Antiguo Acueducto de rio Piedras, Para la Naturaleza, San Juan. Courtesy Para la Naturaleza

Mari Martín’s Gentile Movement workshop at Casa Común, Antiguo Acueducto de rio Piedras, Para la Naturaleza, San Juan, 2025. Courtesy Para la Naturaleza

Casa Común, developed by Marcín, is an urban cultural center located at the restored nineteenth-century waterworks along the Río Piedras in San Juan. It hosts twice-monthly programs ranging from film screenings to sustainable cooking sessions to printmaking and storytelling workshops led by artists and knowledge bearers from across Puerto Rico and Latin America. Artists include Carola Cintrón, Carolina Caycedo, Jaime and Javier Suárez, Florian Dombois, and Dani Zelko. Community-led programs are rooted in ecological knowledge and cultural sovereignty, with audience development focused on the adjacent university, nearby communities, and public school students. 
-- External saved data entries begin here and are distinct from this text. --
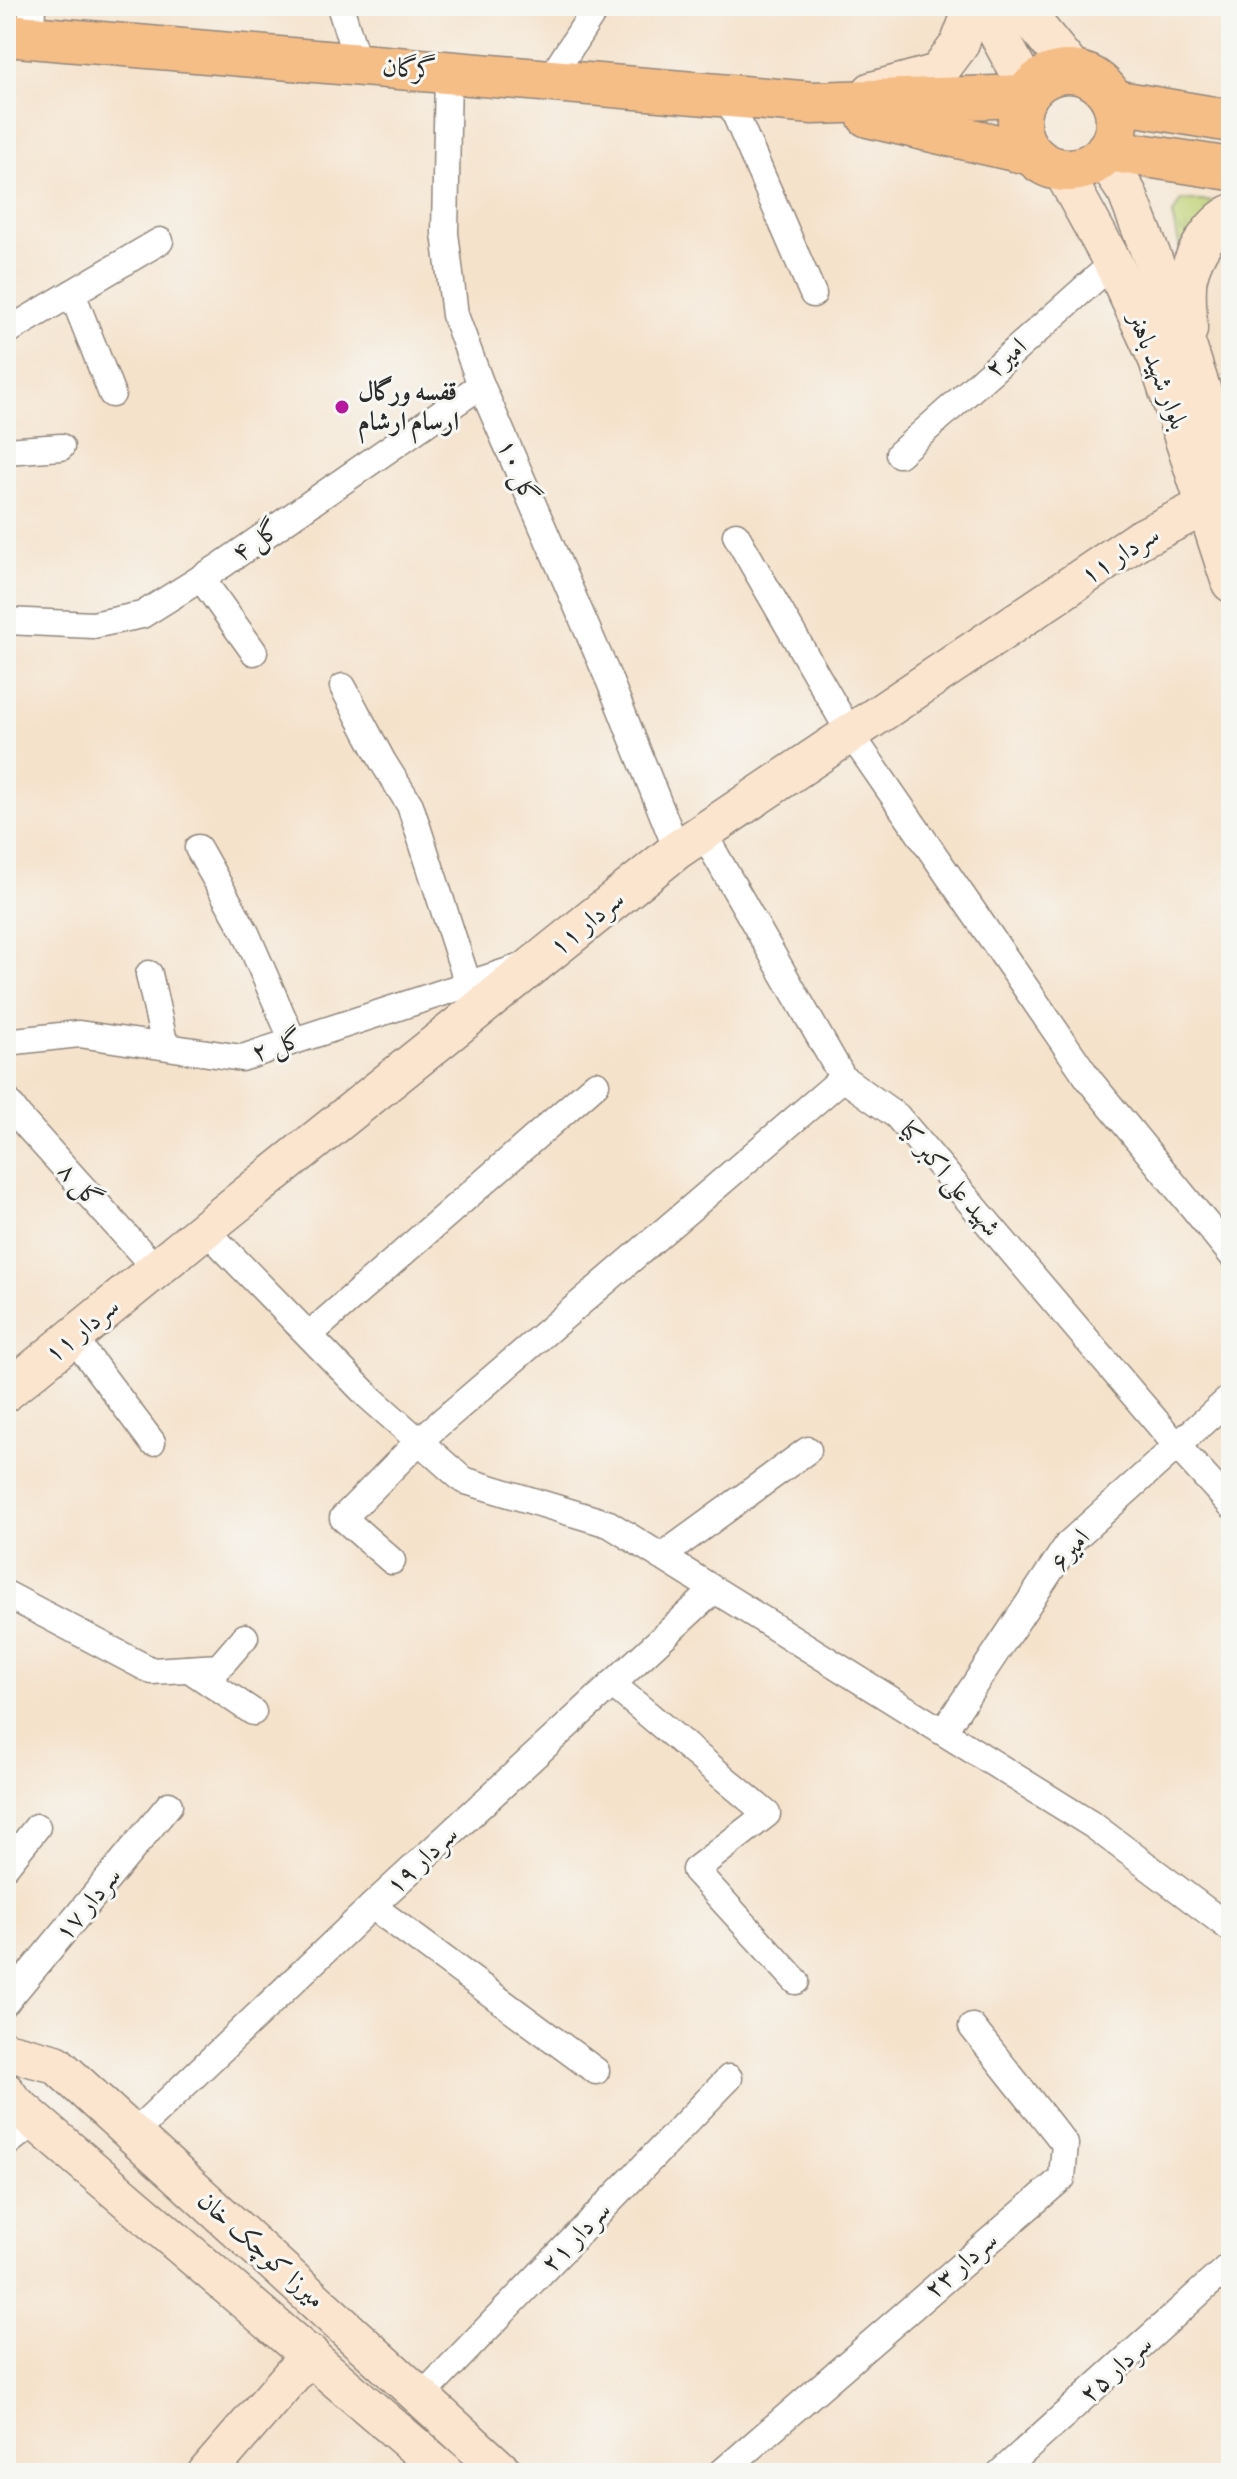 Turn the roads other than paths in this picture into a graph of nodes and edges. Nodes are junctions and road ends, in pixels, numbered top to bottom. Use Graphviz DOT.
graph roads {
  1 [pos="340,6"];
  2 [pos="597,6"];
  3 [pos="974,6"];
  4 [pos="983,6"];
  5 [pos="1020,6"];
  6 [pos="23,26"];
  7 [pos="358,64"];
  8 [pos="448,72"];
  9 [pos="1074,72"];
  10 [pos="549,81"];
  11 [pos="1027,94"];
  12 [pos="727,95"];
  13 [pos="1113,101"];
  14 [pos="813,103"];
  15 [pos="1231,121"];
  16 [pos="1104,153"];
  17 [pos="1047,162"];
  18 [pos="1231,169"];
  19 [pos="1231,214"];
  20 [pos="160,241"];
  21 [pos="1113,263"];
  22 [pos="72,293"];
  23 [pos="813,294"];
  24 [pos="6,332"];
  25 [pos="1188,349"];
  26 [pos="481,385"];
  27 [pos="112,394"];
  28 [pos="61,447"];
  29 [pos="6,451"];
  30 [pos="899,454"];
  31 [pos="1218,493"];
  32 [pos="736,535"];
  33 [pos="201,578"];
  34 [pos="1231,583"];
  35 [pos="6,621"];
  36 [pos="254,652"];
  37 [pos="343,687"];
  38 [pos="850,733"];
  39 [pos="690,841"];
  40 [pos="198,848"];
  41 [pos="539,961"];
  42 [pos="149,974"];
  43 [pos="468,984"];
  44 [pos="293,1041"];
  45 [pos="6,1042"];
  46 [pos="165,1046"];
  47 [pos="843,1078"];
  48 [pos="596,1084"];
  49 [pos="6,1099"];
  50 [pos="205,1229"];
  51 [pos="1231,1254"];
  52 [pos="156,1269"];
  53 [pos="309,1335"];
  54 [pos="73,1337"];
  55 [pos="6,1392"];
  56 [pos="1231,1397"];
  57 [pos="419,1441"];
  58 [pos="152,1442"];
  59 [pos="1178,1447"];
  60 [pos="808,1450"];
  61 [pos="1231,1505"];
  62 [pos="661,1557"];
  63 [pos="392,1561"];
  64 [pos="714,1590"];
  65 [pos="6,1594"];
  66 [pos="245,1637"];
  67 [pos="189,1669"];
  68 [pos="612,1684"];
  69 [pos="253,1712"];
  70 [pos="943,1732"];
  71 [pos="169,1805"];
  72 [pos="37,1827"];
  73 [pos="6,1866"];
  74 [pos="372,1906"];
  75 [pos="1231,1929"];
  76 [pos="796,1981"];
  77 [pos="6,2002"];
  78 [pos="972,2027"];
  79 [pos="6,2051"];
  80 [pos="596,2071"];
  81 [pos="729,2078"];
  82 [pos="6,2092"];
  83 [pos="36,2121"];
  84 [pos="133,2134"];
  85 [pos="6,2144"];
  86 [pos="234,2226"];
  87 [pos="1231,2264"];
  88 [pos="206,2266"];
  89 [pos="310,2354"];
  90 [pos="422,2396"];
  91 [pos="207,2473"];
  92 [pos="446,2473"];
  93 [pos="504,2473"];
  94 [pos="721,2473"];
  95 [pos="1000,2473"];
  1 -- 7 [label="street"];
  2 -- 10 [label="street"];
  3 -- 14 [label="main road"];
  4 -- 11 [label="main road"];
  5 -- 9 [label="main road"];
  6 -- 7 [label="main road, گرگان"];
  7 -- 8 [label="main road, گرگان"];
  8 -- 10 [label="main road, گرگان"];
  8 -- 26 [label="street, گل ۱۰"];
  9 -- 11 [label="main road"];
  9 -- 13 [label="main road"];
  10 -- 12 [label="main road, گرگان"];
  11 -- 14 [label="main road"];
  11 -- 17 [label="main road"];
  12 -- 14 [label="main road, گرگان"];
  12 -- 23 [label="street"];
  13 -- 15 [label="main road"];
  13 -- 16 [label="main road"];
  14 -- 17 [label="main road"];
  16 -- 17 [label="main road"];
  16 -- 18 [label="main road"];
  16 -- 25 [label="main road, بلوار شهید باهنر"];
  17 -- 21 [label="main road, بلوار شهید باهنر"];
  19 -- 25 [label="main road"];
  20 -- 22 [label="street"];
  21 -- 30 [label="street, امیر۲"];
  21 -- 31 [label="main road, بلوار شهید باهنر"];
  22 -- 24 [label="street"];
  22 -- 27 [label="street"];
  25 -- 31 [label="main road, بلوار شهید باهنر"];
  26 -- 33 [label="street, گل ۴"];
  26 -- 39 [label="street, گل ۱۰"];
  28 -- 29 [label="street"];
  31 -- 34 [label="main road, بلوار شهید باهنر"];
  31 -- 38 [label="main road, سردار ۱۱"];
  32 -- 38 [label="street"];
  33 -- 35 [label="street, گل ۴"];
  33 -- 36 [label="street"];
  37 -- 43 [label="street"];
  38 -- 39 [label="main road, سردار ۱۱"];
  38 -- 51 [label="street"];
  39 -- 41 [label="main road, سردار ۱۱"];
  39 -- 47 [label="street, شهید علی اکبر کیا"];
  40 -- 44 [label="street"];
  41 -- 43 [label="street, گل ۲"];
  41 -- 50 [label="main road, سردار ۱۱"];
  42 -- 46 [label="street"];
  43 -- 44 [label="street, گل ۲"];
  44 -- 46 [label="street, گل ۲"];
  45 -- 46 [label="street, گل ۲"];
  47 -- 57 [label="street"];
  47 -- 59 [label="street, شهید علی اکبر کیا"];
  48 -- 53 [label="street"];
  49 -- 52 [label="street, گل ۸"];
  50 -- 52 [label="main road, سردار ۱۱"];
  50 -- 53 [label="street"];
  52 -- 54 [label="main road, سردار ۱۱"];
  53 -- 57 [label="street"];
  54 -- 55 [label="main road, سردار ۱۱"];
  54 -- 58 [label="street"];
  56 -- 59 [label="street, امیر۶"];
  57 -- 62 [label="street"];
  57 -- 63 [label="street"];
  59 -- 61 [label="street, شهید علی اکبر کیا"];
  59 -- 70 [label="street, امیر۶"];
  60 -- 62 [label="street"];
  62 -- 64 [label="street"];
  64 -- 68 [label="street, سردار ۱۹"];
  64 -- 70 [label="street"];
  65 -- 67 [label="street"];
  66 -- 67 [label="street"];
  67 -- 69 [label="street"];
  68 -- 74 [label="street, سردار ۱۹"];
  68 -- 76 [label="street"];
  70 -- 75 [label="street"];
  71 -- 77 [label="street, سردار ۱۷"];
  72 -- 73 [label="street"];
  74 -- 80 [label="street"];
  74 -- 84 [label="street, سردار ۱۹"];
  78 -- 94 [label="street, سردار ۲۳"];
  79 -- 84 [label="main road, میرزا کوچک خان"];
  81 -- 90 [label="street, سردار ۲۱"];
  82 -- 83 [label="main road, میرزا کوچک خان"];
  83 -- 85 [label="street"];
  83 -- 88 [label="main road, میرزا کوچک خان"];
  84 -- 86 [label="main road, میرزا کوچک خان"];
  86 -- 88 [label="main road"];
  86 -- 90 [label="main road, میرزا کوچک خان"];
  87 -- 95 [label="street, سردار ۲۵"];
  88 -- 89 [label="main road, میرزا کوچک خان"];
  89 -- 91 [label="main road"];
  89 -- 92 [label="main road, میرزا کوچک خان"];
  90 -- 93 [label="main road, میرزا کوچک خان"];
}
Monica Flaherty, Untitled, 1957. Linen monotype of a Taíno archeological petroglyph. Collection Para la Naturaleza. Courtesy Para la Naturaleza

Territorios Vivos, led by Marambio, is a curatorial research group working in dialogue with Indigenous and Afro-descendant leaders, legal scholars, artists, and conservation scientists. The group is developing new ethical and legal guidelines for curating and exhibiting cultural patrimony from PLN’s holdings and beyond—grounded in frameworks such as rematriation and the inherent rights of nature, which challenge extractive logics and affirm reciprocal relationships with living landscapes and ancestral memory. In 2026, the group will publish their in-progress work on cultural easements. In 2027, they will debut an exhibition at El Faro in the Cabezas de San Juan Nature Preserve that focuses on the Taíno petroglyph rubbings of Monica Flaherty and explores decolonial protocols for exhibiting works related to Indigenous cultures and more-than-human kin.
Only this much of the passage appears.